= Beginning of Section =
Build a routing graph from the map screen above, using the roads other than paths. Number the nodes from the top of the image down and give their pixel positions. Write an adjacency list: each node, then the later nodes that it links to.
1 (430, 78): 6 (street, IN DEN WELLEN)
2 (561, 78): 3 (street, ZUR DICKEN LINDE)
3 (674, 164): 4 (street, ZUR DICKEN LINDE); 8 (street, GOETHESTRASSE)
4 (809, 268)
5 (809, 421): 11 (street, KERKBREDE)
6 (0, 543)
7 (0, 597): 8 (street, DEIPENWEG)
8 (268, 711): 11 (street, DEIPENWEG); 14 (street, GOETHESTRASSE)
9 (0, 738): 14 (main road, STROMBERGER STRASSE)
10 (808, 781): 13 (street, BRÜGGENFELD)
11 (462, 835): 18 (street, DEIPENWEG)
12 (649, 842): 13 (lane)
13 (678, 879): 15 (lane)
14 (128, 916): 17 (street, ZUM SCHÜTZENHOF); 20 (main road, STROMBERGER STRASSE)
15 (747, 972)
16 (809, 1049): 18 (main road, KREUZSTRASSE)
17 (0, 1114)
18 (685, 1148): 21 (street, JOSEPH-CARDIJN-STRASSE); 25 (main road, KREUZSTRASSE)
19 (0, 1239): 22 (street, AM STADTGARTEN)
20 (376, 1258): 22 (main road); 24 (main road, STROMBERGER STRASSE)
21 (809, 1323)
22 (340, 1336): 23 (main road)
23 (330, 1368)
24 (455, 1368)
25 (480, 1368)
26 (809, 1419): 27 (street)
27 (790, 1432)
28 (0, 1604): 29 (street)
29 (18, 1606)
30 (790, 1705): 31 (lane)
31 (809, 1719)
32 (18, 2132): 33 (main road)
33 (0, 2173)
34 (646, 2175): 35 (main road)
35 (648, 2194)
= End of Section =
TASK ITEM —
Transcribe the material in full; every line must match exactly.

ANSWER AREA —
Build a routing graph from the map screen above, using the roads other than paths. Number the nodes from the top of the image down and give their pixel positions. Write an adjacency list: each node, then the later nodes that it links to.
1 (430, 78): 6 (street, IN DEN WELLEN)
2 (561, 78): 3 (street, ZUR DICKEN LINDE)
3 (674, 164): 4 (street, ZUR DICKEN LINDE); 8 (street, GOETHESTRASSE)
4 (809, 268)
5 (809, 421): 11 (street, KERKBREDE)
6 (0, 543)
7 (0, 597): 8 (street, DEIPENWEG)
8 (268, 711): 11 (street, DEIPENWEG); 14 (street, GOETHESTRASSE)
9 (0, 738): 14 (main road, STROMBERGER STRASSE)
10 (808, 781): 13 (street, BRÜGGENFELD)
11 (462, 835): 18 (street, DEIPENWEG)
12 (649, 842): 13 (lane)
13 (678, 879): 15 (lane)
14 (128, 916): 17 (street, ZUM SCHÜTZENHOF); 20 (main road, STROMBERGER STRASSE)
15 (747, 972)
16 (809, 1049): 18 (main road, KREUZSTRASSE)
17 (0, 1114)
18 (685, 1148): 21 (street, JOSEPH-CARDIJN-STRASSE); 25 (main road, KREUZSTRASSE)
19 (0, 1239): 22 (street, AM STADTGARTEN)
20 (376, 1258): 22 (main road); 24 (main road, STROMBERGER STRASSE)
21 (809, 1323)
22 (340, 1336): 23 (main road)
23 (330, 1368)
24 (455, 1368)
25 (480, 1368)
26 (809, 1419): 27 (street)
27 (790, 1432)
28 (0, 1604): 29 (street)
29 (18, 1606)
30 (790, 1705): 31 (lane)
31 (809, 1719)
32 (18, 2132): 33 (main road)
33 (0, 2173)
34 (646, 2175): 35 (main road)
35 (648, 2194)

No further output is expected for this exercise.